_The problem:_ Please copy each line from the entries that contains the string "roads".

• • •

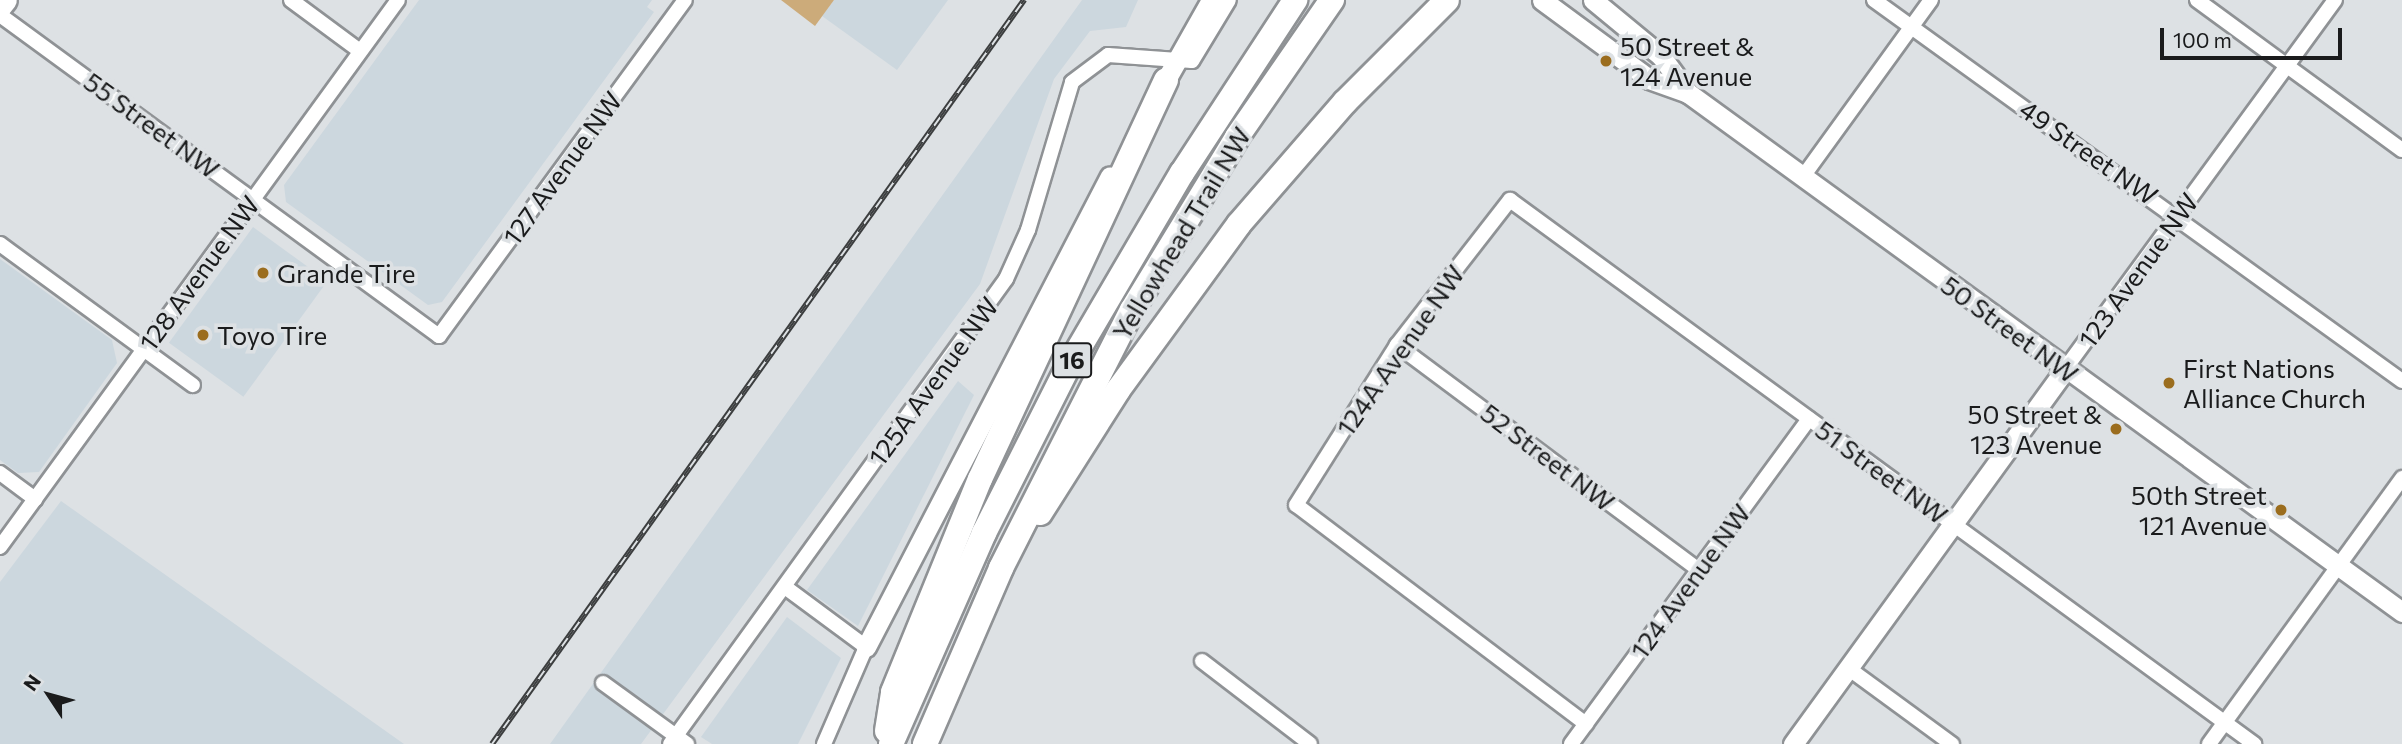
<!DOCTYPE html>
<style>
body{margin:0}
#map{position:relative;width:2402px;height:744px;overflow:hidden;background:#dde1e4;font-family:Commissioner,sans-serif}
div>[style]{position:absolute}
.built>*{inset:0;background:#ccd7de;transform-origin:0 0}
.green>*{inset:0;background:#ccab7a}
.roads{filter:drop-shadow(2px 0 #8f9295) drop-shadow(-2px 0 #8f9295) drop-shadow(0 2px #8f9295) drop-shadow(0 -2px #8f9295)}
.street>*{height:14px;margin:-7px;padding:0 7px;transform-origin:7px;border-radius:7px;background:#fff}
.secondary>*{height:19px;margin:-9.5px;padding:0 9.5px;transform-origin:9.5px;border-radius:9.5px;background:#fff}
.highway>*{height:24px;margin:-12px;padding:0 12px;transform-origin:12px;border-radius:12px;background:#fff}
.rail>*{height:6px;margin-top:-3px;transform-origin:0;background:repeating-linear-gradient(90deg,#dde1e4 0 10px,#3c3e3f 0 20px);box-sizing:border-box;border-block:2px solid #3c3e3f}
.dots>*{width:19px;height:19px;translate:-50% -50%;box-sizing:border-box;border:4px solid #dde1e4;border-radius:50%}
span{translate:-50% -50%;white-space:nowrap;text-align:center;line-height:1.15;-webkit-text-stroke:7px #dde1e4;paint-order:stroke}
.shield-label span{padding:2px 5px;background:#dde1e4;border:2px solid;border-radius:5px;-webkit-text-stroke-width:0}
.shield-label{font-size:24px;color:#1a1b1c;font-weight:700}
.poi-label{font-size:26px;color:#1a1b1c}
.left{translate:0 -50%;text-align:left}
.right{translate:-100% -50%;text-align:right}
.street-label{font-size:26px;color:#1a1b1c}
.north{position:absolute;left:14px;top:660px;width:70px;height:70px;-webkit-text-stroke:5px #dde1e4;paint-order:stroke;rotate:306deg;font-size:19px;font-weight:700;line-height:28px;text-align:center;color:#1a1b1c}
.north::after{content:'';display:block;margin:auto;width:24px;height:32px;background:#1a1b1c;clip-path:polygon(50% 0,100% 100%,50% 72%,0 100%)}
.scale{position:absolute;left:2160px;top:28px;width:182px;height:32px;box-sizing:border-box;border:4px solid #1a1b1c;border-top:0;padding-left:9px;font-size:21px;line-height:24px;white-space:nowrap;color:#1a1b1c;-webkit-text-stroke:5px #dde1e4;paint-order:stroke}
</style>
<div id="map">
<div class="built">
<i style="clip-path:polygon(419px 0,652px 0,647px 7px,654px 12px,442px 302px,428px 305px,286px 202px,284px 185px)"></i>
<i style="clip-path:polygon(834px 0,948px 0,897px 70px,822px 16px)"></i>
<i style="clip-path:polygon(1082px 0,1138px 0,1126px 27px,1090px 31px,1054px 79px,980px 284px,641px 744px,550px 744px)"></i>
<i style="left:253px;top:227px;width:92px;height:143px;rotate:36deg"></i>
<i style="clip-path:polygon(0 259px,112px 340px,117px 363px,39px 472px,18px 473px,0 460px)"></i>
<i style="clip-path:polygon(958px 381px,974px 395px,858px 626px,807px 590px)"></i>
<i style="clip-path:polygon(61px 501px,160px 571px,404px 744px,0 744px,0 582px)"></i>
<i style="clip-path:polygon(787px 617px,841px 658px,798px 744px,712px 744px,701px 737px)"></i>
</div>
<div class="green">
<i style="clip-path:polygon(781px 0,834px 0,815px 26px)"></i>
</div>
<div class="roads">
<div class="street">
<i style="left:291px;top:0;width:86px;rotate:36.5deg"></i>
<i style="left:1874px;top:0;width:651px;rotate:35.81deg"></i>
<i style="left:2197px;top:0;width:254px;rotate:36.2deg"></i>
<i style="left:0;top:15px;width:544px;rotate:36.17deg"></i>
<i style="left:439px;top:336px;width:416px;rotate:-53.8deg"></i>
<i style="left:1802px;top:178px;width:220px;rotate:-54.1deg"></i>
<i style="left:0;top:244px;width:239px;rotate:36.2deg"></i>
<i style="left:1397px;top:345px;width:377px;rotate:36.7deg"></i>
<i style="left:2065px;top:369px;width:457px;rotate:-53.8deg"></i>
<i style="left:0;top:473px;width:44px;rotate:36.6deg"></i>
<i style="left:0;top:547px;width:676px;rotate:-53.96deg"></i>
<i style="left:785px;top:587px;width:101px;rotate:36.5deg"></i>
<i style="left:866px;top:647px;width:106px;rotate:113.4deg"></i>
<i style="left:1202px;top:661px;width:136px;rotate:37.5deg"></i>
<i style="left:1848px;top:668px;width:129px;rotate:36.2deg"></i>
<i style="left:603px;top:683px;width:104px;rotate:36deg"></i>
<i style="left:1586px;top:724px;width:363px;rotate:-142.9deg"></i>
<i style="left:1296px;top:505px;width:189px;rotate:-57.7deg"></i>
<i style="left:1397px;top:345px;width:184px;rotate:-52.1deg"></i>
<i style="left:1510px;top:200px;width:922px;rotate:36.17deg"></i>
<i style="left:670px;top:744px;width:574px;rotate:-54.15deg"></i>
<i style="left:1006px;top:279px;width:54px;rotate:-65.8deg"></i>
<i style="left:1028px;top:230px;width:154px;rotate:-73.4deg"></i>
<i style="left:1072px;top:82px;width:45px;rotate:-36.9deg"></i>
<i style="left:1108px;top:55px;width:84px;rotate:4.1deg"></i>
<i style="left:1192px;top:61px;width:71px;rotate:-58.8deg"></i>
<i style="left:1571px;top:744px;width:403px;rotate:-53.8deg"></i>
<i style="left:2209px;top:744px;width:329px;rotate:-54deg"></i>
</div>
<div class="secondary">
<i style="left:1542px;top:0;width:133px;rotate:36.4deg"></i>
<i style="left:1649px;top:79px;width:41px;rotate:19.7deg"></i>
<i style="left:1688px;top:93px;width:883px;rotate:36.01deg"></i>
<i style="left:1593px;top:0;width:88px;rotate:39.5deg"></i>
<i style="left:1661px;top:56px;width:46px;rotate:53.9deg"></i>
<i style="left:0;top:9px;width:11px;rotate:-52deg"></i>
<i style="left:1159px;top:92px;width:106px;rotate:-60.5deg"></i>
<i style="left:866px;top:647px;width:530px;rotate:-62.61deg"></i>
<i style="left:1793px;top:744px;width:463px;rotate:-54deg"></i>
</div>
<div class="highway">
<i style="left:1040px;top:513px;width:146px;rotate:-57.6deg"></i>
<i style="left:1118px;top:390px;width:205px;rotate:-53.9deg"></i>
<i style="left:1239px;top:224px;width:162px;rotate:-49deg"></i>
<i style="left:1345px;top:102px;width:144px;rotate:-45deg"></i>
<i style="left:887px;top:731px;width:39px;rotate:-81deg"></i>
<i style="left:893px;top:692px;width:230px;rotate:-67.8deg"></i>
<i style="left:980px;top:479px;width:440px;rotate:-65deg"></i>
<i style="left:891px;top:744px;width:231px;rotate:-66.2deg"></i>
<i style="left:984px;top:533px;width:186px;rotate:-63.2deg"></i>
<i style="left:1068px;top:367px;width:225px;rotate:-59.6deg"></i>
<i style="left:1182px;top:173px;width:207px;rotate:-56.8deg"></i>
<i style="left:925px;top:744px;width:192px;rotate:-66.6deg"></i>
<i style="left:1001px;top:568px;width:289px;rotate:-63.1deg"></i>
<i style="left:1132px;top:310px;width:202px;rotate:-58.7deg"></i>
<i style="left:1237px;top:137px;width:167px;rotate:-55.3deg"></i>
</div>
</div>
<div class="rail">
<i style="left:492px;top:744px;width:915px;rotate:-54.43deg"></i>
</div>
<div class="dots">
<i style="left:1606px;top:61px;background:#9b6d1e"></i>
<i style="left:263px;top:273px;background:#9b6d1e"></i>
<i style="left:203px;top:335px;background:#9b6d1e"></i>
<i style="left:2169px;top:383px;background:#9b6d1e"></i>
<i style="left:2116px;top:429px;background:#9b6d1e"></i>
<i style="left:2281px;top:510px;background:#9b6d1e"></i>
</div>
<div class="shield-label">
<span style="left:1072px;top:360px">16</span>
</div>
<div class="poi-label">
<span class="left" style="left:1620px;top:61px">50 Street &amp;<br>124 Avenue</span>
<span class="left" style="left:277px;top:273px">Grande Tire</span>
<span class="left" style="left:217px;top:335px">Toyo Tire</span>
<span class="left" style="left:2183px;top:383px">First Nations<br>Alliance Church</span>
<span class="right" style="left:2102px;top:429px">50 Street &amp;<br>123 Avenue</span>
<span class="right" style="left:2267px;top:510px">50th Street<br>121 Avenue</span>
</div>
<div class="street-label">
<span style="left:152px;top:125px;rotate:36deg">55 Street NW</span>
<span style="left:2089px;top:152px;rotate:35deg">49 Street NW</span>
<span style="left:562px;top:168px;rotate:-54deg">127 Avenue NW</span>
<span style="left:1181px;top:233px;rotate:-59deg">Yellowhead Trail NW</span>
<span style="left:2138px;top:270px;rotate:-54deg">123 Avenue NW</span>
<span style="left:199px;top:273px;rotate:-54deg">128 Avenue NW</span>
<span style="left:2010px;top:329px;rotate:36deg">50 Street NW</span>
<span style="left:1400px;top:350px;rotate:-55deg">124A Avenue NW</span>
<span style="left:933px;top:381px;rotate:-54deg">125A Avenue NW</span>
<span style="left:1548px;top:457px;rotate:37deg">52 Street NW</span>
<span style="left:1882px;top:472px;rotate:36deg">51 Street NW</span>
<span style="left:1690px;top:581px;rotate:-54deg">124 Avenue NW</span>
</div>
<div class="north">N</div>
<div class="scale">100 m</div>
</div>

• • •

_Response box:_
.roads{filter:drop-shadow(2px 0 #8f9295) drop-shadow(-2px 0 #8f9295) drop-shadow(0 2px #8f9295) drop-shadow(0 -2px #8f9295)}
<div class="roads">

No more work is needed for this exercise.